Futures liquidations have also amplified downside momentum. After Bitcoin broke $61,000, large long positions were closed out; once the price pierced $60,000, a wave of long liquidations was triggered near $59,000. This passive selling sped up the decline, creating a negative feedback loop: "price drops → long liquidations → forced selling → further price drops."

Long liquidations remain elevated, with leveraged buyers taking the brunt of the losses. The next key risk level is $57,300—where a large concentration of leveraged positions sits. If breached, this could trigger even more forced liquidations.

The derivatives market structure shows that the loss of $60,000 is not just a spot market event, but also the result of a systemic deleveraging in the leveraged market.

What Three Breaches of $60,000 Reveal About Market Structure

Bitcoin has broken below $60,000 three times in 2026. Each breach occurred under different circumstances and led to different market reactions, but together they are reshaping how the market views this key level.

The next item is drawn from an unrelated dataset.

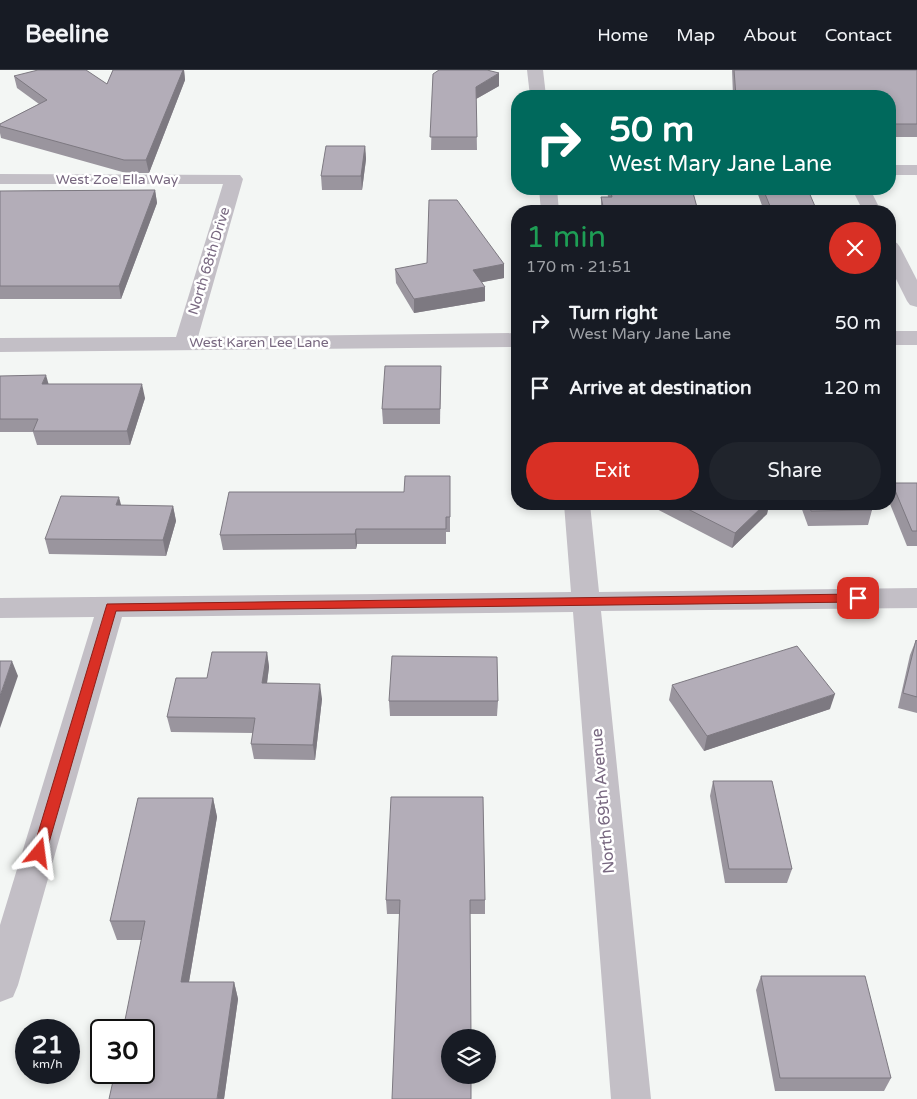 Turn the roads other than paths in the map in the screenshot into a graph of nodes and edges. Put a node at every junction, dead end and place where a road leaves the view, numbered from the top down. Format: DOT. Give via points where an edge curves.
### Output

The first breach came in early June, when Bitcoin briefly dipped below $60,000 for the first time since 2024—a nearly 52% drop from the all-time high of $126,080 in October 2025. The backdrop was macro uncertainty, geopolitical risk, and over $4 billion in crypto ETF outflows within a month. The market saw this as a "panic oversell," and a quick rebound followed.

The second test occurred in mid-June, with Bitcoin repeatedly battling around $60,000. The 200-week SMA provided temporary support, and the price briefly bounced above $65,000. However, the rebound lacked volume, and institutional demand failed to sustain.

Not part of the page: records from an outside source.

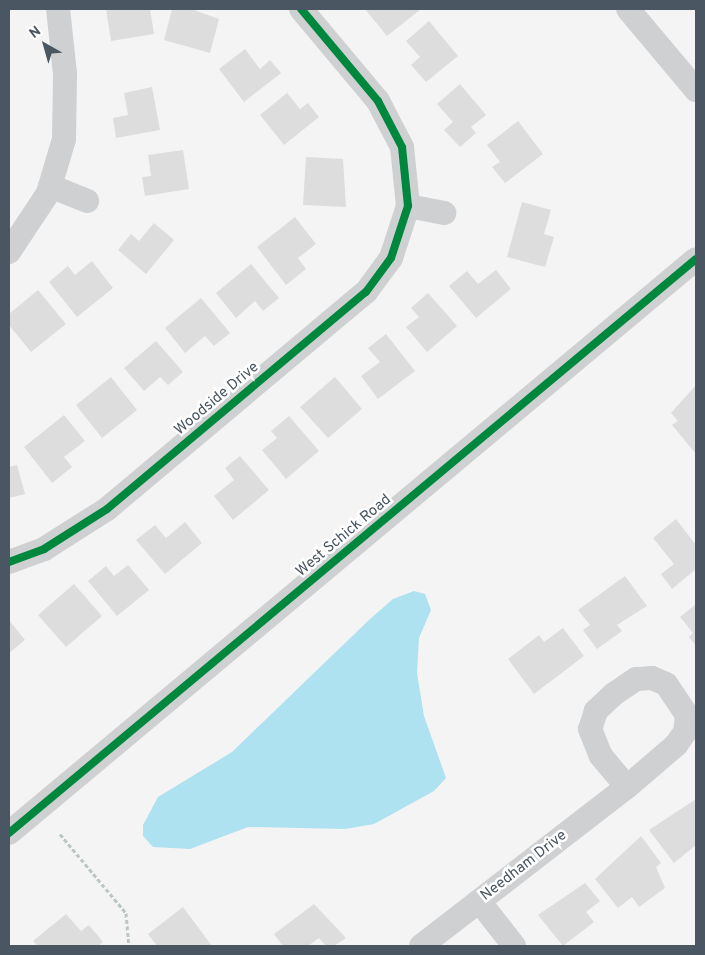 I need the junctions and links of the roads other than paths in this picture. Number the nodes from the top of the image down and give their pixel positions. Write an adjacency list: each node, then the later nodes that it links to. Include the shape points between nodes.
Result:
1 (58, 9): 5 (street, via 65,74 64,139)
2 (301, 9): 7 (street, via 391,120 404,156)
3 (628, 9): 4 (street)
4 (696, 90)
5 (50, 186): 6 (street); 9 (street)
6 (87, 201)
7 (407, 212): 8 (street); 11 (street, Woodside Drive, via 391,258 366,292 107,509 44,549)
8 (444, 213)
9 (9, 252)
10 (696, 259): 13 (street, West Schick Road)
11 (9, 562)
12 (627, 787): 12 (street, Needham Drive, via 685,732 687,715 666,684 652,678 636,679 614,694 596,711 590,729 601,756); 14 (street, Needham Drive)
13 (9, 833)
14 (479, 901): 15 (street, Needham Drive); 16 (street)
15 (421, 946)
16 (514, 946)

The third breach—the current drop on June 25—happened amid a full-scale hawkish shift from the Fed and a global "Black Tuesday" sell-off. Unlike the first two, this drop was driven by a stronger macro shock: not just crypto, but global equities and commodities all fell in tandem.

The cumulative effect of these three breaches is that the market consensus of $60,000 as an "ironclad bottom" is breaking down. Each rebound after a breach has grown weaker, and it’s taking longer to reclaim the level each time. If this trend continues, $60,000 may gradually shift from "strong support" to "strong resistance"—the core logic of how support and resistance levels flip in technical analysis.

Conclusion

Bitcoin’s third breach of $60,000 this year is the result of four converging factors: a shift in macro policy, institutional outflows, diverging on-chain behavior, and a derivatives liquidation spiral. The Fed’s dot plot shifted from "no hikes expected" to "half of members see hikes," fundamentally changing the risk asset pricing environment. US spot Bitcoin ETFs recorded $6.35 billion in net redemptions over 30 days—a record—signaling ongoing institutional retreat. On-chain, whales are accumulating, active addresses are declining, and ultra-large holders are reducing positions—this behavioral divergence exposes the market’s internal contradictions. Meanwhile, $10.5 billion in quarterly options expiry and concentrated long liquidations have further amplified the scale and speed of the drop.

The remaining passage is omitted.